Task brief.
Report every line of the records below that includes the string "button".

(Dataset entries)
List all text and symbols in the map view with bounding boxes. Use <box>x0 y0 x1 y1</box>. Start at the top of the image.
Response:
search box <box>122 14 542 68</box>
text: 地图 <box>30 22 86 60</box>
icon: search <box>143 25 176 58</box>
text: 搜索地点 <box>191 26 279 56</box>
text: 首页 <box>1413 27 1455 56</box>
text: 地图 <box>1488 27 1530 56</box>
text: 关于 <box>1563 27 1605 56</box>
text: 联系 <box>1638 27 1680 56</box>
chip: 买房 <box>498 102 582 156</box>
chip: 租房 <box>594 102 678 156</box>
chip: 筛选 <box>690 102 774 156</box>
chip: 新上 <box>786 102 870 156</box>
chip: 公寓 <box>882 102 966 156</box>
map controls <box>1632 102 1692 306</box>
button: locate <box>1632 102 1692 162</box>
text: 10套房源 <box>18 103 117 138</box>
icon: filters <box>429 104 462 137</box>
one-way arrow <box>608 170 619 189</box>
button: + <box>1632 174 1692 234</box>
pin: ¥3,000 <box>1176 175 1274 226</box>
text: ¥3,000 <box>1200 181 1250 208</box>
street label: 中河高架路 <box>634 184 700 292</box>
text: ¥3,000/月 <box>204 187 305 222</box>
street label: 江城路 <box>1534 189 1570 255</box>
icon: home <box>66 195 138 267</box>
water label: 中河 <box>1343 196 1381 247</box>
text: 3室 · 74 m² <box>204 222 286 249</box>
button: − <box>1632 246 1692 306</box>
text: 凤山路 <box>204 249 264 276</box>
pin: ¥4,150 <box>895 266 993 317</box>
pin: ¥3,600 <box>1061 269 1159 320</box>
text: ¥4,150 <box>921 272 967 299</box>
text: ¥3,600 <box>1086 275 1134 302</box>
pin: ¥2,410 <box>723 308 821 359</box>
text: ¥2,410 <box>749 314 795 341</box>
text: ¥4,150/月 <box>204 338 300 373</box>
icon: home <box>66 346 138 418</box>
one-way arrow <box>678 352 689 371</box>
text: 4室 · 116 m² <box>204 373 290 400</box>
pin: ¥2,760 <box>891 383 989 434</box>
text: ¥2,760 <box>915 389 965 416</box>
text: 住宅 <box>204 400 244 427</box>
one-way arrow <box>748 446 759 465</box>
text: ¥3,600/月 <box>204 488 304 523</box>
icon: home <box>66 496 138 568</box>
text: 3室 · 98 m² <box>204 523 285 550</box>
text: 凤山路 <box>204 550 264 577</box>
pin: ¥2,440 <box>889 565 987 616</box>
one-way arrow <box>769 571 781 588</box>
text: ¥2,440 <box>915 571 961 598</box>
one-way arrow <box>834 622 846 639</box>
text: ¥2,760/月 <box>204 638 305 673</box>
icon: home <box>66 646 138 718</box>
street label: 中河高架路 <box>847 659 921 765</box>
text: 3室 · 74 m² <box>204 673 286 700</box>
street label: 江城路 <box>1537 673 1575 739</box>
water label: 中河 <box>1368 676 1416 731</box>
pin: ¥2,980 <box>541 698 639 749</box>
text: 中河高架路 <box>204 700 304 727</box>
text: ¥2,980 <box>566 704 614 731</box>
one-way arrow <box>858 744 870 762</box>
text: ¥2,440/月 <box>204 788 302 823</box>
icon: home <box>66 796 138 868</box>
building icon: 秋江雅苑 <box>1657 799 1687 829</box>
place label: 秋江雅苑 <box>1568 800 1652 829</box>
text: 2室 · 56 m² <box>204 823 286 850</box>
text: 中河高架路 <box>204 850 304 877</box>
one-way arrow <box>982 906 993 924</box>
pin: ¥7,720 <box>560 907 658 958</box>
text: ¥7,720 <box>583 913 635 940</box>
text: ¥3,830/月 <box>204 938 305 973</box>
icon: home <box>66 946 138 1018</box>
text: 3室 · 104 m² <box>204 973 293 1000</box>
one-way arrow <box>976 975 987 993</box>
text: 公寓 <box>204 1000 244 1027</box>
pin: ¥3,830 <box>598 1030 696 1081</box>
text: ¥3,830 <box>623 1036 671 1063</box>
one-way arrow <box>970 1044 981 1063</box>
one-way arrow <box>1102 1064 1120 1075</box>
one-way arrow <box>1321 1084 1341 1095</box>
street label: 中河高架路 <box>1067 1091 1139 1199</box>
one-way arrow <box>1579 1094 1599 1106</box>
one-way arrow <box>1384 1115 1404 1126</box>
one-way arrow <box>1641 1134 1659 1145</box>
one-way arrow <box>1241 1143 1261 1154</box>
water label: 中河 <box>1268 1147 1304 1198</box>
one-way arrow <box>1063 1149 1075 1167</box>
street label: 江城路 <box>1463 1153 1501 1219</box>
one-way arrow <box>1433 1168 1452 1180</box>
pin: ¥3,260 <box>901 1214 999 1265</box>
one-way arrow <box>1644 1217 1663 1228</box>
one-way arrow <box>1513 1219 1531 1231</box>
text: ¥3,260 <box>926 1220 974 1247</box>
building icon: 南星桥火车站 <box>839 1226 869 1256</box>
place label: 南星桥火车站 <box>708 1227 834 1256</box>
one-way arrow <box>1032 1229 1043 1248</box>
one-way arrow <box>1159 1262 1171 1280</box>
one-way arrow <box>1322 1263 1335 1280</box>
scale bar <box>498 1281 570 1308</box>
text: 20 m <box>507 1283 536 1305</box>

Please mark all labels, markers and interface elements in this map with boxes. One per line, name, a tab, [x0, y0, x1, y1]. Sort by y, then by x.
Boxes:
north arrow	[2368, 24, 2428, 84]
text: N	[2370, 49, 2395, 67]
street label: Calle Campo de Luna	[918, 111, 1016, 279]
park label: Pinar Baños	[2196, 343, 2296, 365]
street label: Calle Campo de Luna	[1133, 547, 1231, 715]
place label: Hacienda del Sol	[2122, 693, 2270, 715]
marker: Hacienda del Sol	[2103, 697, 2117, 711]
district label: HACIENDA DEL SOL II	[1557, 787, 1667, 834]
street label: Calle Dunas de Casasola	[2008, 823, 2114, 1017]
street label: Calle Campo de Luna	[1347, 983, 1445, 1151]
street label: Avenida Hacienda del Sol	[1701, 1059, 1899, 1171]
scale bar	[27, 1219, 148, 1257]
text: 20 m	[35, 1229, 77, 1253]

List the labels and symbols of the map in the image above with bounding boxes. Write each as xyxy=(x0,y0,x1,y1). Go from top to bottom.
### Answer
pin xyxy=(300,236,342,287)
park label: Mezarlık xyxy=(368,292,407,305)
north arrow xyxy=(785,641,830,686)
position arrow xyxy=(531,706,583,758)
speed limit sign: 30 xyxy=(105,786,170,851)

Answer to this exercise.
button: locate <box>1632 102 1692 162</box>
button: + <box>1632 174 1692 234</box>
button: − <box>1632 246 1692 306</box>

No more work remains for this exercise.